Another family chapter while Michael is interrogated. Lynn visits Gwen, Michael’s wife, to tell the news but the three girls assume it’s divorce talk. Melody - Hal’s spouse- visits Silas about his project which is apparently moving his crap to the guest house so that precious Melody’s beauty sleep won’t be disturbed while her husband is away.
Father Cevik is killed trying to relay intel to Michael during their interrogation. Lynn updates Silas about the mission for Michael and Hal’s location. Gwen’s oldest daughter Paige goes to some party with a handsy dude and gets saved by some black Brit. Hero or player?

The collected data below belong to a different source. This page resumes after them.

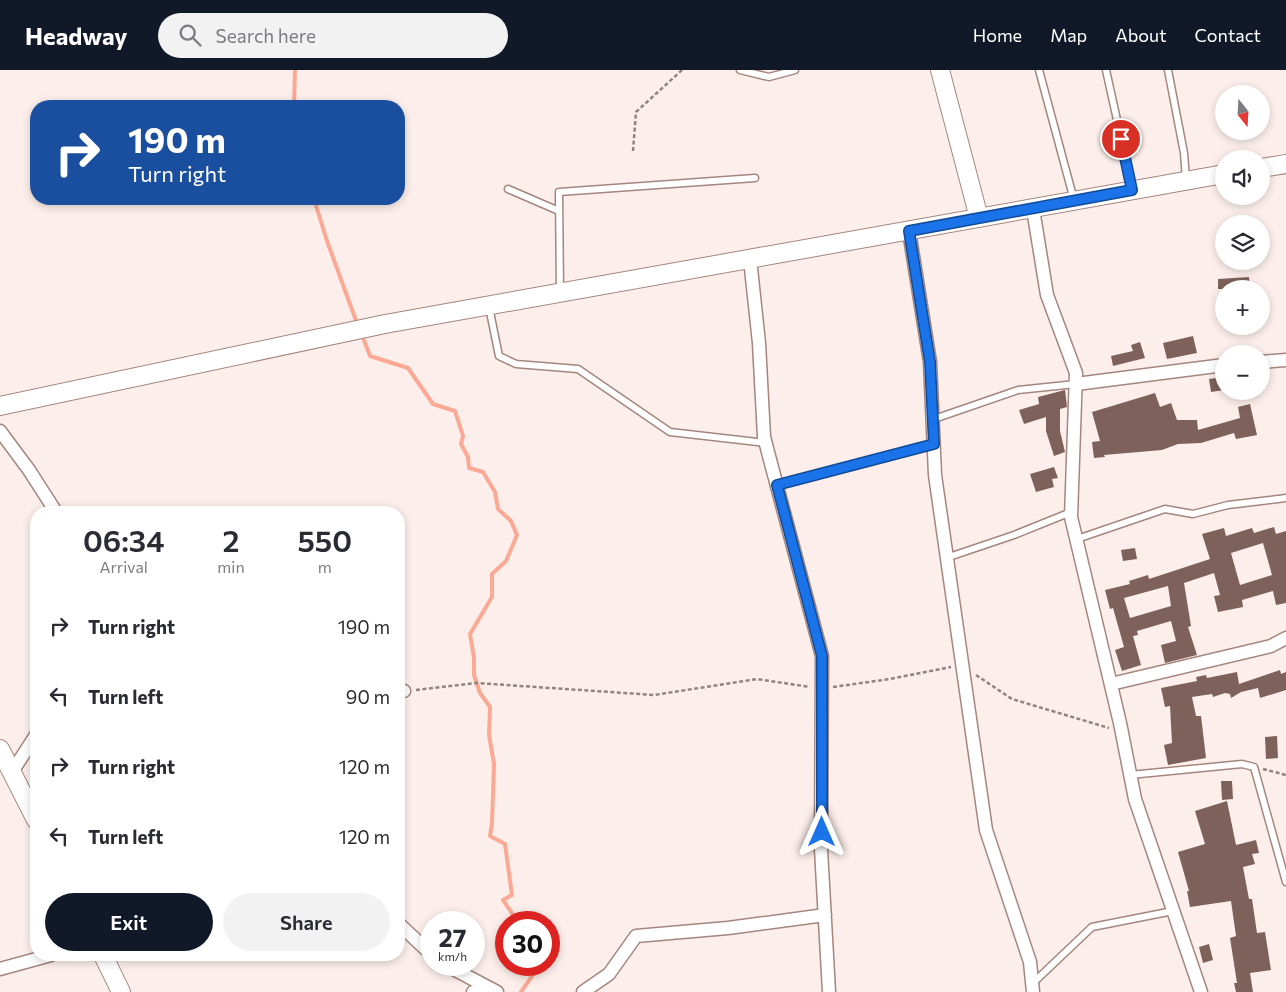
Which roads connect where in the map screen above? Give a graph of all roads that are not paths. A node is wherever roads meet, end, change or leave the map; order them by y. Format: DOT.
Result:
graph roads {
  1 [pos="740,70"];
  2 [pos="795,70"];
  3 [pos="940,70"];
  4 [pos="1039,70"];
  5 [pos="1106,70"];
  6 [pos="1168,70"];
  7 [pos="1286,164"];
  8 [pos="1270,167"];
  9 [pos="1215,176"];
  10 [pos="755,178"];
  11 [pos="1186,181"];
  12 [pos="508,190"];
  13 [pos="1132,190"];
  14 [pos="1075,201"];
  15 [pos="1033,208"];
  16 [pos="559,211"];
  17 [pos="979,218"];
  18 [pos="909,231"];
  19 [pos="750,259"];
  20 [pos="560,294"];
  21 [pos="489,306"];
  22 [pos="1286,360"];
  23 [pos="1270,361"];
  24 [pos="1215,366"];
  25 [pos="1076,384"];
  26 [pos="0,406"];
  27 [pos="934,419"];
  28 [pos="0,431"];
  29 [pos="766,443"];
  30 [pos="934,444"];
  31 [pos="777,485"];
  32 [pos="1286,498"];
  33 [pos="52,506"];
  34 [pos="1071,512"];
  35 [pos="1077,539"];
  36 [pos="946,558"];
  37 [pos="1286,638"];
  38 [pos="1111,684"];
  39 [pos="30,744"];
  40 [pos="0,749"];
  41 [pos="12,772"];
  42 [pos="1130,775"];
  43 [pos="30,808"];
  44 [pos="1286,882"];
  45 [pos="1173,911"];
  46 [pos="825,915"];
  47 [pos="405,930"];
  48 [pos="420,944"];
  49 [pos="30,961"];
  50 [pos="106,961"];
  51 [pos="0,969"];
  52 [pos="467,976"];
  53 [pos="1033,988"];
  54 [pos="494,990"];
  55 [pos="120,992"];
  56 [pos="473,992"];
  57 [pos="583,992"];
  58 [pos="829,992"];
  59 [pos="1201,992"];
  1 -- 2 [label="lane"];
  3 -- 17 [label="main road"];
  4 -- 14 [label="lane"];
  5 -- 13 [label="lane"];
  6 -- 11 [label="lane"];
  7 -- 8 [label="main road"];
  9 -- 11 [label="main road"];
  10 -- 16 [label="lane"];
  11 -- 13 [label="main road"];
  12 -- 16 [label="lane"];
  13 -- 14 [label="main road"];
  14 -- 15 [label="main road"];
  15 -- 17 [label="main road"];
  15 -- 25 [label="street"];
  16 -- 20 [label="lane"];
  17 -- 18 [label="main road"];
  18 -- 19 [label="main road"];
  18 -- 27 [label="street"];
  19 -- 20 [label="main road"];
  19 -- 29 [label="street"];
  20 -- 21 [label="main road"];
  21 -- 26 [label="main road"];
  21 -- 29 [label="lane"];
  22 -- 23 [label="street"];
  24 -- 25 [label="street"];
  25 -- 27 [label="lane"];
  25 -- 34 [label="street"];
  27 -- 30 [label="street"];
  28 -- 33 [label="street"];
  29 -- 31 [label="street"];
  30 -- 31 [label="lane"];
  30 -- 36 [label="street"];
  31 -- 46 [label="street"];
  32 -- 35 [label="lane"];
  34 -- 35 [label="street"];
  34 -- 36 [label="lane"];
  35 -- 38 [label="street"];
  36 -- 53 [label="street"];
  37 -- 38 [label="street"];
  38 -- 42 [label="street"];
  39 -- 41 [label="street"];
  40 -- 41 [label="main road"];
  41 -- 43 [label="main road"];
  42 -- 44 [label="lane"];
  42 -- 45 [label="street"];
  45 -- 53 [label="lane"];
  45 -- 59 [label="street"];
  46 -- 57 [label="street"];
  46 -- 58 [label="street"];
  47 -- 48 [label="street"];
  49 -- 51 [label="street"];
  50 -- 55 [label="main road"];
  52 -- 54 [label="street"];
  54 -- 56 [label="street"];
}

On Friday, July 2, Michael is being transported to the woods for burial when his truck is ambushed by Hal Kingston. Gwen goes to Silas’ house because Paige never came home the night before. Silas is not concerned but Melody feels bad. Hal and Michael’s chopper is ambushed by the Turkish colonel upon extraction. Michael goes aground but Hal and his team must leave, making it sound like they left Michael to die a certain death. This scene was not written well - very disorienting. While the case could be made for this being effective to simulate what Hal and Michael are enduring at the moment, it had to be read multiple times to get command of the plot.

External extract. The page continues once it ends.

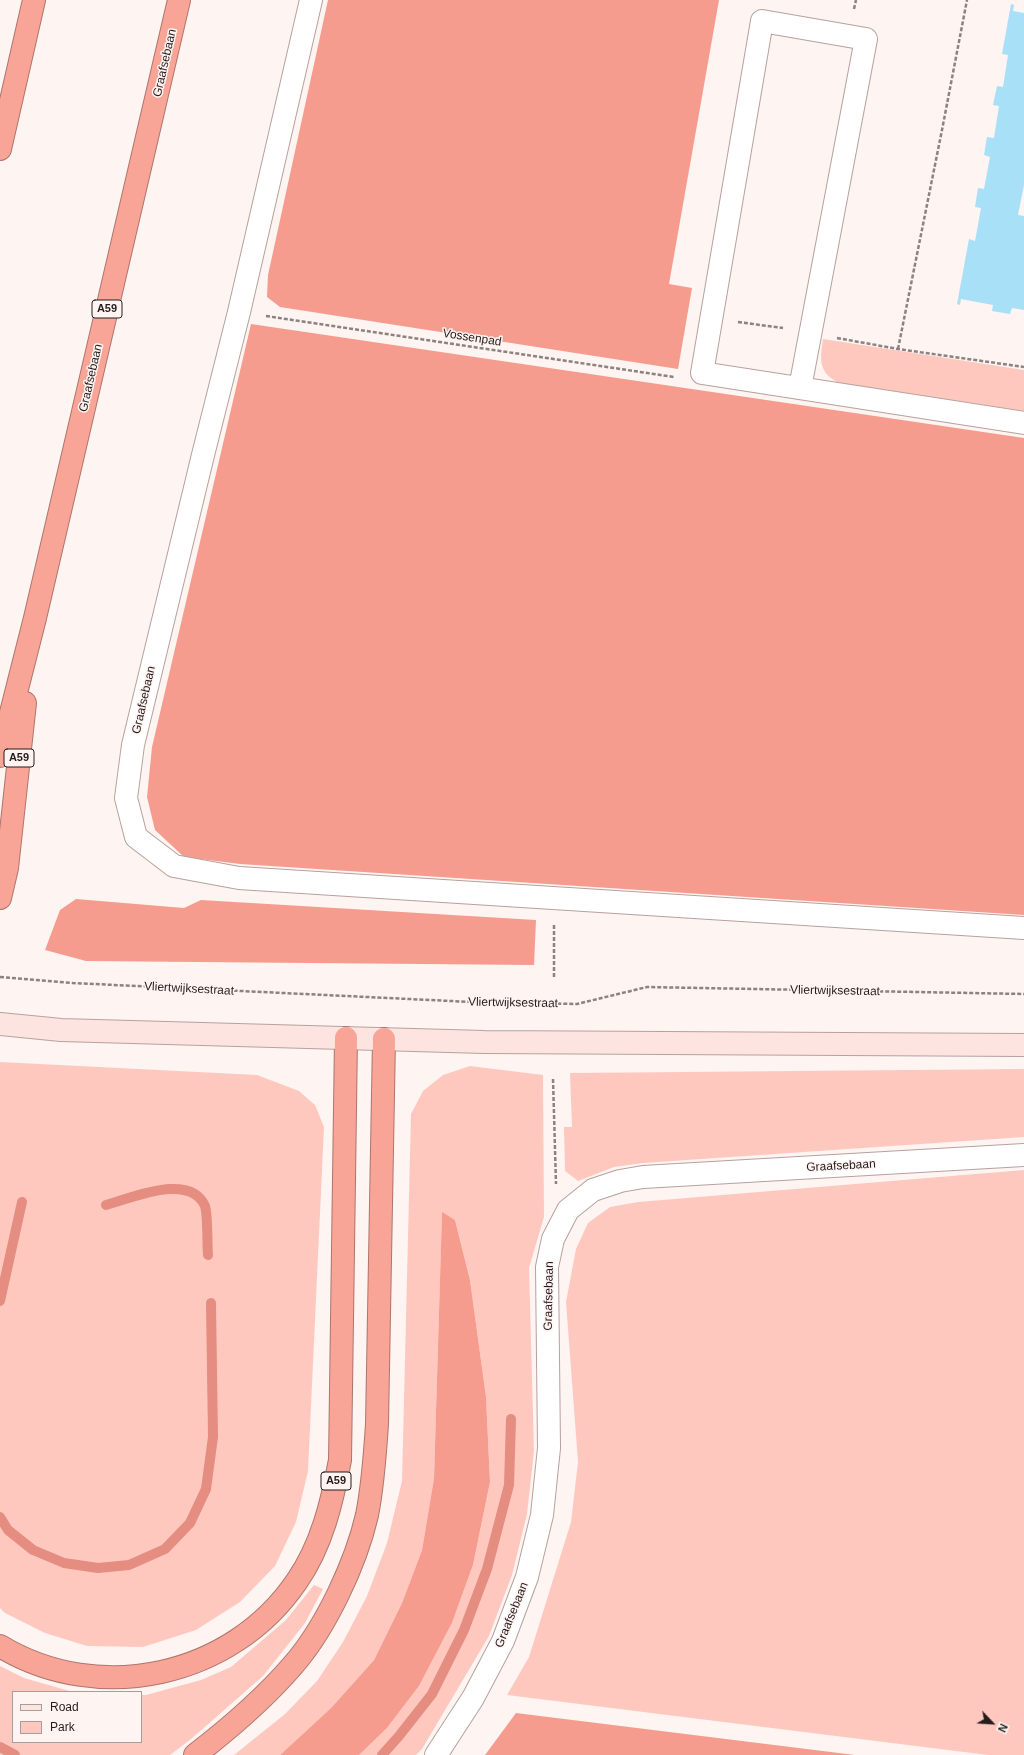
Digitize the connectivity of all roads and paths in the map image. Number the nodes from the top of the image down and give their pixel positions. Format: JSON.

Paige finally comes home and a drunk Lynn tells the family Michael has vanished.
On Saturday, July 3, the Kingston’s go to church. Silas is banging the priest apparently? Hal is debriefing in a plane. Everyone everywhere is convinced Michael is dead except Hal and Silas. Lynn and her DDO debate Michael’s motive, as one of his fake passports was used at Athens…but this means he was planning an escape? Hal returns home in the middle of the night and the envelope of glass and photos that Michael got from Cevik at the beginning appears under Lynn’s office door.

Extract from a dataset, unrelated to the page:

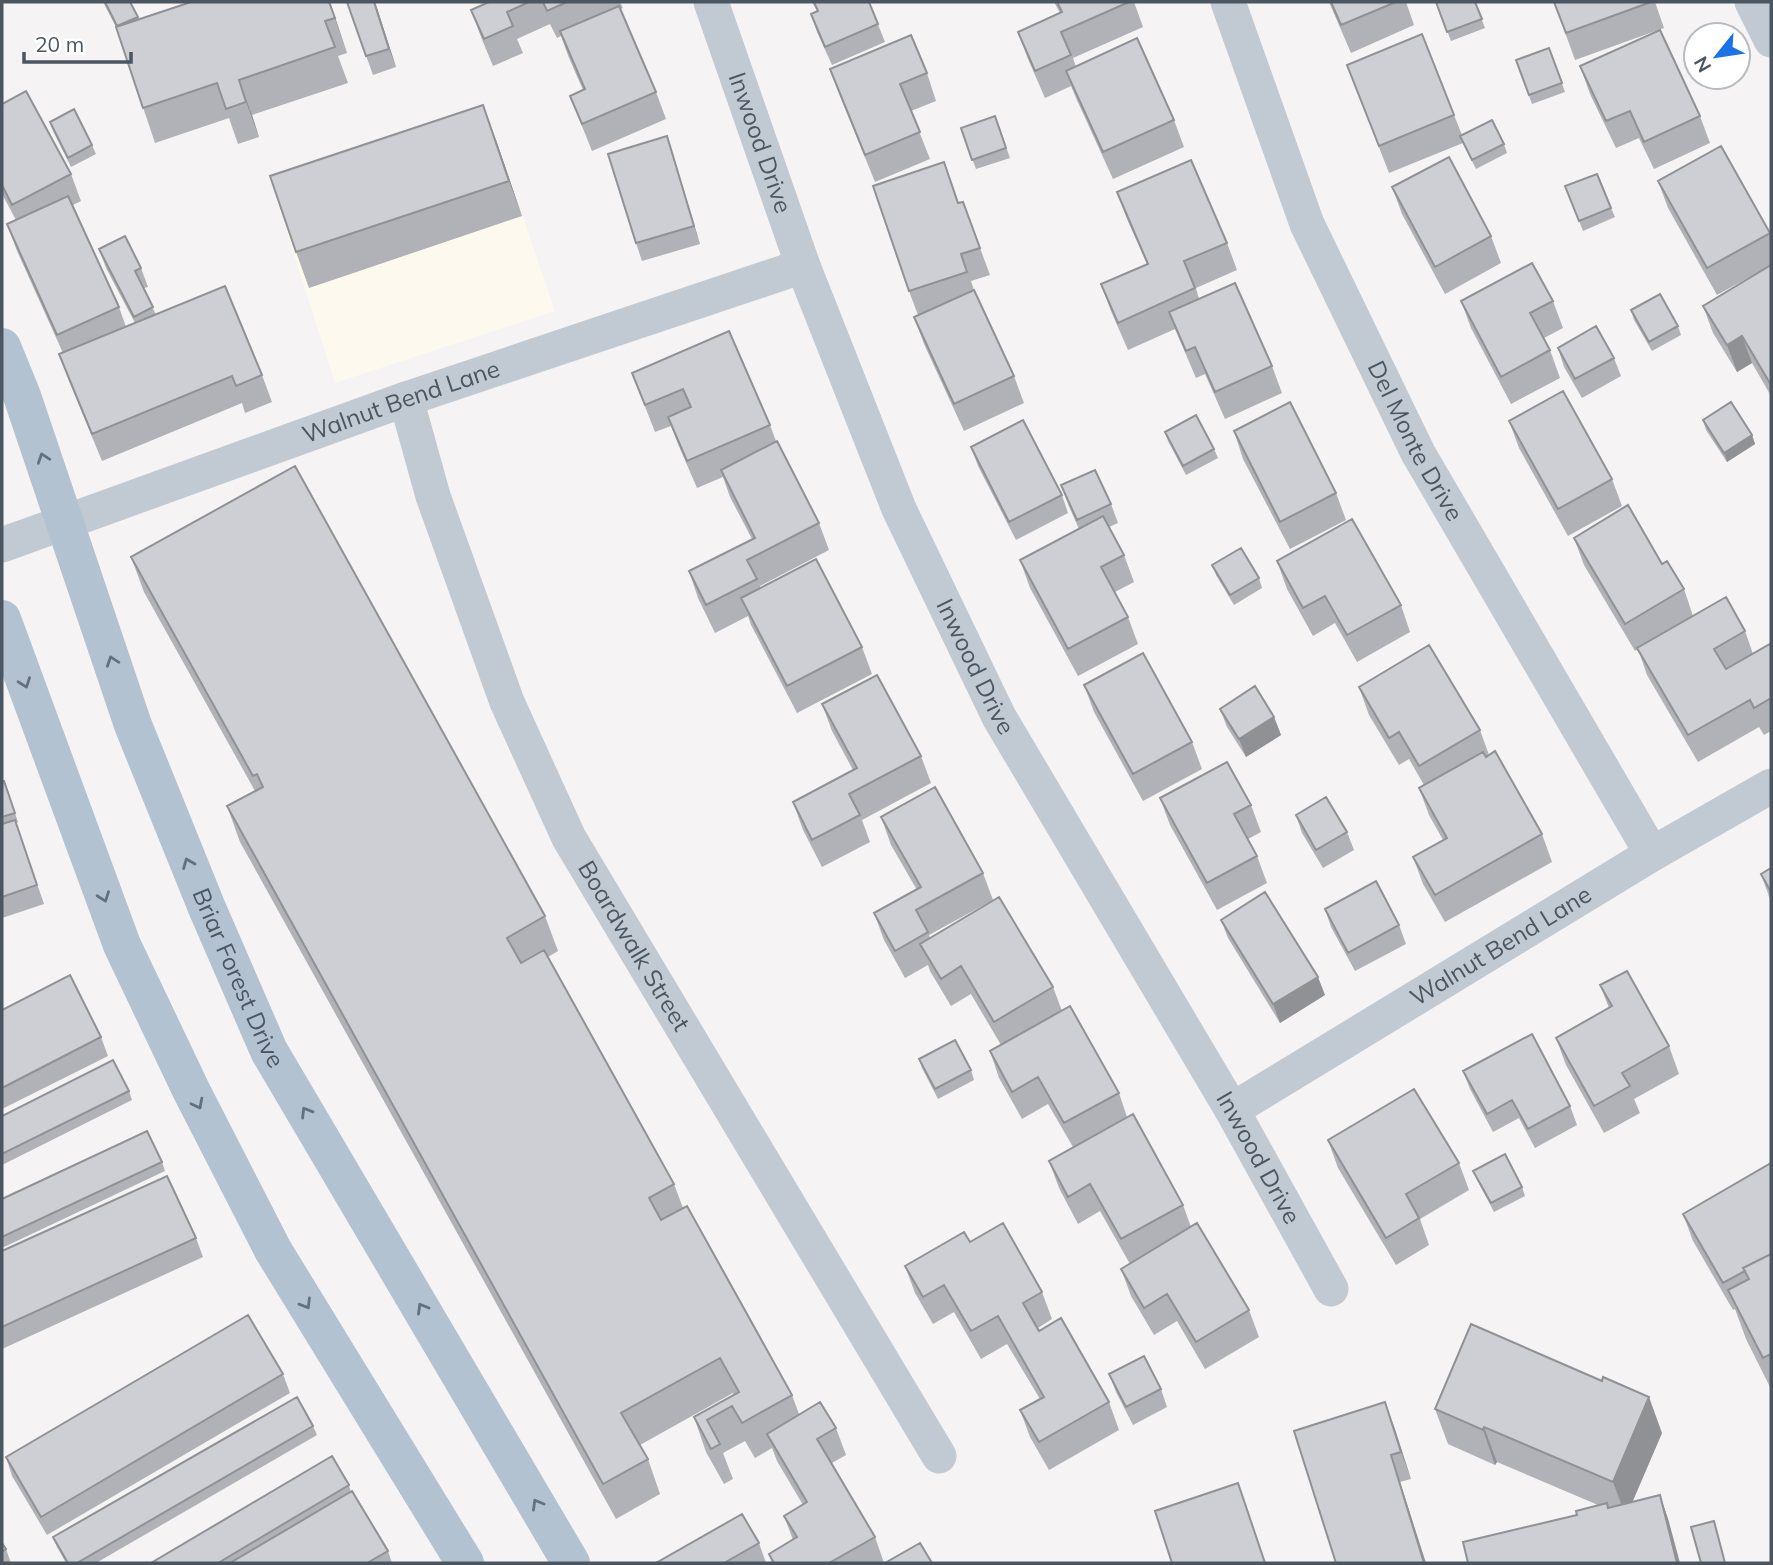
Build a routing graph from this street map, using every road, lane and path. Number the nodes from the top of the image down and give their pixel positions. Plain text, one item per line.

This prompts the flashback to Lynn’s first piece of her glass collection. Given to her by Michael during a walk with Doris on the beach. Present day Lynn goes to check out some evidence but no longer has clearance. She tells the custodian she’s taking it anyway because she’s a Kingston.
On Sunday July 4, the reader is given more family in the form of a costume contest that Silas takes seriously. Paige wins as Nathan Hale so he takes her to buy fireworks and try driving, where Clive Lancer, the hero/player who somehow gave her a phone has followed them all the way to the fireworks store in PA? He flirts with Paige who is weirded out but doesn’t let Silas know she talked to him. Sounds like he’s vetting Silas. Paige’s willingness to look past straight up stalker red flags was the most uncomfortable part of the entire chapter.
Anyway, it’s on to the fireworks party at the Kingston’s. Silas checks his secret box in the wine cellar, Melody catches him but says nothing. Lynn lies about not drinking, then receives a call from one of her superiors Gary and mentions kaleidoscope to no avail. Michael is almost home, and lushy Lynn has decided she’s going to go pick him up at the airport.
Unfortunately, Michael is assassinated at baggage claim by TSA agents while Lynn is stabbed in the neck by knitting Chinese ladies. Silas uses his wine cellar box to contact Russia, confirming he was the Russian mole in the CIA! He demands to speak to kaleidoscope. Up the street from the Kingston’s, Clive Lancer and his MI6 supervisor listen in on Silas’ broadcast.
Clive shows up innocently to the Kingston compound and introduces himself as an acquaintance of Paige’s to the family. While Lynn fights for her life at the hospital, it is revealed that a doppelgänger was killed, not Michael. Michael is in Switzerland photographing a CEO of some sort. And there you have it.
Apparently, Silas is a character in the Beckner Cinematic Universe, allegedly having been a villain in another story? To be honest, I would be awfully disappointed in reading this book had I known that before I started. But perhaps there’s more to Silas. I look forward to finding out over the course of the next 5 serials.